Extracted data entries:

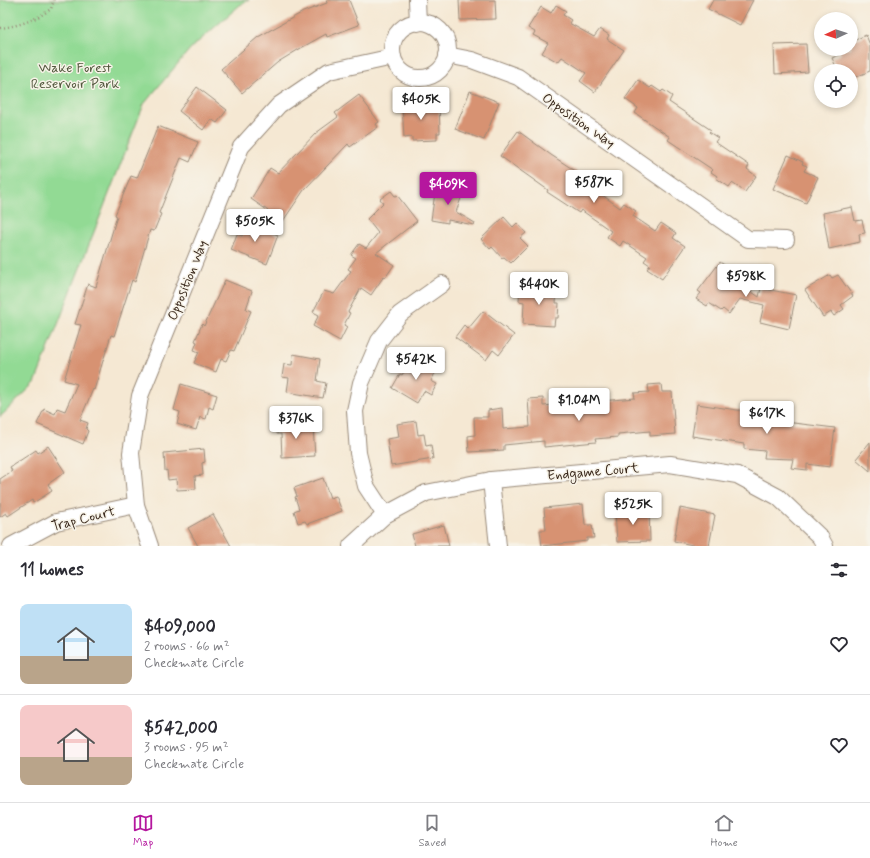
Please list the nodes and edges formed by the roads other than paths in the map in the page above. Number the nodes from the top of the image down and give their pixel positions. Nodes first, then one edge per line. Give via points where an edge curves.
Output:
1 (417, 0) edge
2 (418, 22) junction
3 (448, 56) junction
4 (393, 57) junction
5 (786, 240) dead end
6 (442, 284) dead end
7 (492, 480) junction
8 (136, 505) junction
9 (385, 515) junction
10 (11, 546) edge
11 (150, 546) edge
12 (351, 546) edge
13 (498, 546) edge
14 (825, 546) edge

1 - 2 street
2 - 3 street via 427,23 442,33
2 - 4 street via 397,34 392,49
3 - 4 street via 436,73 419,78 410,77 402,72
3 - 5 street, Opposition Way via 472,60 518,77 748,239
4 - 8 street, Opposition Way via 329,71 279,105 241,147 140,396 131,452
6 - 9 street via 400,314 378,341 361,382 355,411 358,453 366,486
7 - 9 street, Endgame Court via 426,493
7 - 13 street
7 - 14 street, Endgame Court via 670,464 737,475 778,497 820,537
8 - 10 street, Trap Court via 56,522
8 - 11 street, Opposition Way
9 - 12 street, Endgame Court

**YOUR TASK**
Please copy the records above word for word, omitting every picture.

**ANSWER**
Please list the nodes and edges formed by the roads other than paths in the map in the page above. Number the nodes from the top of the image down and give their pixel positions. Nodes first, then one edge per line. Give via points where an edge curves.
Output:
1 (417, 0) edge
2 (418, 22) junction
3 (448, 56) junction
4 (393, 57) junction
5 (786, 240) dead end
6 (442, 284) dead end
7 (492, 480) junction
8 (136, 505) junction
9 (385, 515) junction
10 (11, 546) edge
11 (150, 546) edge
12 (351, 546) edge
13 (498, 546) edge
14 (825, 546) edge

1 - 2 street
2 - 3 street via 427,23 442,33
2 - 4 street via 397,34 392,49
3 - 4 street via 436,73 419,78 410,77 402,72
3 - 5 street, Opposition Way via 472,60 518,77 748,239
4 - 8 street, Opposition Way via 329,71 279,105 241,147 140,396 131,452
6 - 9 street via 400,314 378,341 361,382 355,411 358,453 366,486
7 - 9 street, Endgame Court via 426,493
7 - 13 street
7 - 14 street, Endgame Court via 670,464 737,475 778,497 820,537
8 - 10 street, Trap Court via 56,522
8 - 11 street, Opposition Way
9 - 12 street, Endgame Court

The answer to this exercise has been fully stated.